--- START ---
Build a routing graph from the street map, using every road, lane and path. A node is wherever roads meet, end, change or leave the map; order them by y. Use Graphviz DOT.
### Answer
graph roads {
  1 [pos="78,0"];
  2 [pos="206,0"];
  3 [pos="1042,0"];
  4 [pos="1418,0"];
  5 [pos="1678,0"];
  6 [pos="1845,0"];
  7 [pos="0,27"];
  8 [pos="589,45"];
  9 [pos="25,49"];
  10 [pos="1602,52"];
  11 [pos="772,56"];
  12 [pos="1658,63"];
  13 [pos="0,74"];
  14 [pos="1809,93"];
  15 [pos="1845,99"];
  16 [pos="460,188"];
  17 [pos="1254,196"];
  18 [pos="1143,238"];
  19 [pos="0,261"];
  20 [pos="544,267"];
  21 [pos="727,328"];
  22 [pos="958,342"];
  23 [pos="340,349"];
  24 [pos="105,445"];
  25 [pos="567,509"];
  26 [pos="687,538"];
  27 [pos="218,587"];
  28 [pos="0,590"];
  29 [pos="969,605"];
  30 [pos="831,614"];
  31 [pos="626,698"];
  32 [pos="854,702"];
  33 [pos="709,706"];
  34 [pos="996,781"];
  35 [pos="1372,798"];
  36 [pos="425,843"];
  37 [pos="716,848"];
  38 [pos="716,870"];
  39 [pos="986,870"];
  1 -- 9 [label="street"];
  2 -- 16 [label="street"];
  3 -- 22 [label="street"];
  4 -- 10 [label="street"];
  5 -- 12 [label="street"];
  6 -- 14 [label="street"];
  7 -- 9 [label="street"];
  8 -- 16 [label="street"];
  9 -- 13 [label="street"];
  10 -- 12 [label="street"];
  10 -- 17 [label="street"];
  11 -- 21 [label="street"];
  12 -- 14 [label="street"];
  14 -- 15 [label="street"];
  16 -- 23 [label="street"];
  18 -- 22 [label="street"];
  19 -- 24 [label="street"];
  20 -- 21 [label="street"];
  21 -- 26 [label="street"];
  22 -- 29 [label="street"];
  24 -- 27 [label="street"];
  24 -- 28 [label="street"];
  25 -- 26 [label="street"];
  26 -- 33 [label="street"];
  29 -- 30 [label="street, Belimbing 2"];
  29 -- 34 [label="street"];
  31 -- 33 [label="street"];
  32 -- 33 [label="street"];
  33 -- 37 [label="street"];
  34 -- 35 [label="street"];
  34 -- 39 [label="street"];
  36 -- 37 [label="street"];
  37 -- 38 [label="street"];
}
--- END ---
§ **What to work on**
Reproduce the listing above character for character.

§ **Answer to the problem**
Build a routing graph from the street map, using every road, lane and path. A node is wherever roads meet, end, change or leave the map; order them by y. Use Graphviz DOT.
### Answer
graph roads {
  1 [pos="78,0"];
  2 [pos="206,0"];
  3 [pos="1042,0"];
  4 [pos="1418,0"];
  5 [pos="1678,0"];
  6 [pos="1845,0"];
  7 [pos="0,27"];
  8 [pos="589,45"];
  9 [pos="25,49"];
  10 [pos="1602,52"];
  11 [pos="772,56"];
  12 [pos="1658,63"];
  13 [pos="0,74"];
  14 [pos="1809,93"];
  15 [pos="1845,99"];
  16 [pos="460,188"];
  17 [pos="1254,196"];
  18 [pos="1143,238"];
  19 [pos="0,261"];
  20 [pos="544,267"];
  21 [pos="727,328"];
  22 [pos="958,342"];
  23 [pos="340,349"];
  24 [pos="105,445"];
  25 [pos="567,509"];
  26 [pos="687,538"];
  27 [pos="218,587"];
  28 [pos="0,590"];
  29 [pos="969,605"];
  30 [pos="831,614"];
  31 [pos="626,698"];
  32 [pos="854,702"];
  33 [pos="709,706"];
  34 [pos="996,781"];
  35 [pos="1372,798"];
  36 [pos="425,843"];
  37 [pos="716,848"];
  38 [pos="716,870"];
  39 [pos="986,870"];
  1 -- 9 [label="street"];
  2 -- 16 [label="street"];
  3 -- 22 [label="street"];
  4 -- 10 [label="street"];
  5 -- 12 [label="street"];
  6 -- 14 [label="street"];
  7 -- 9 [label="street"];
  8 -- 16 [label="street"];
  9 -- 13 [label="street"];
  10 -- 12 [label="street"];
  10 -- 17 [label="street"];
  11 -- 21 [label="street"];
  12 -- 14 [label="street"];
  14 -- 15 [label="street"];
  16 -- 23 [label="street"];
  18 -- 22 [label="street"];
  19 -- 24 [label="street"];
  20 -- 21 [label="street"];
  21 -- 26 [label="street"];
  22 -- 29 [label="street"];
  24 -- 27 [label="street"];
  24 -- 28 [label="street"];
  25 -- 26 [label="street"];
  26 -- 33 [label="street"];
  29 -- 30 [label="street, Belimbing 2"];
  29 -- 34 [label="street"];
  31 -- 33 [label="street"];
  32 -- 33 [label="street"];
  33 -- 37 [label="street"];
  34 -- 35 [label="street"];
  34 -- 39 [label="street"];
  36 -- 37 [label="street"];
  37 -- 38 [label="street"];
}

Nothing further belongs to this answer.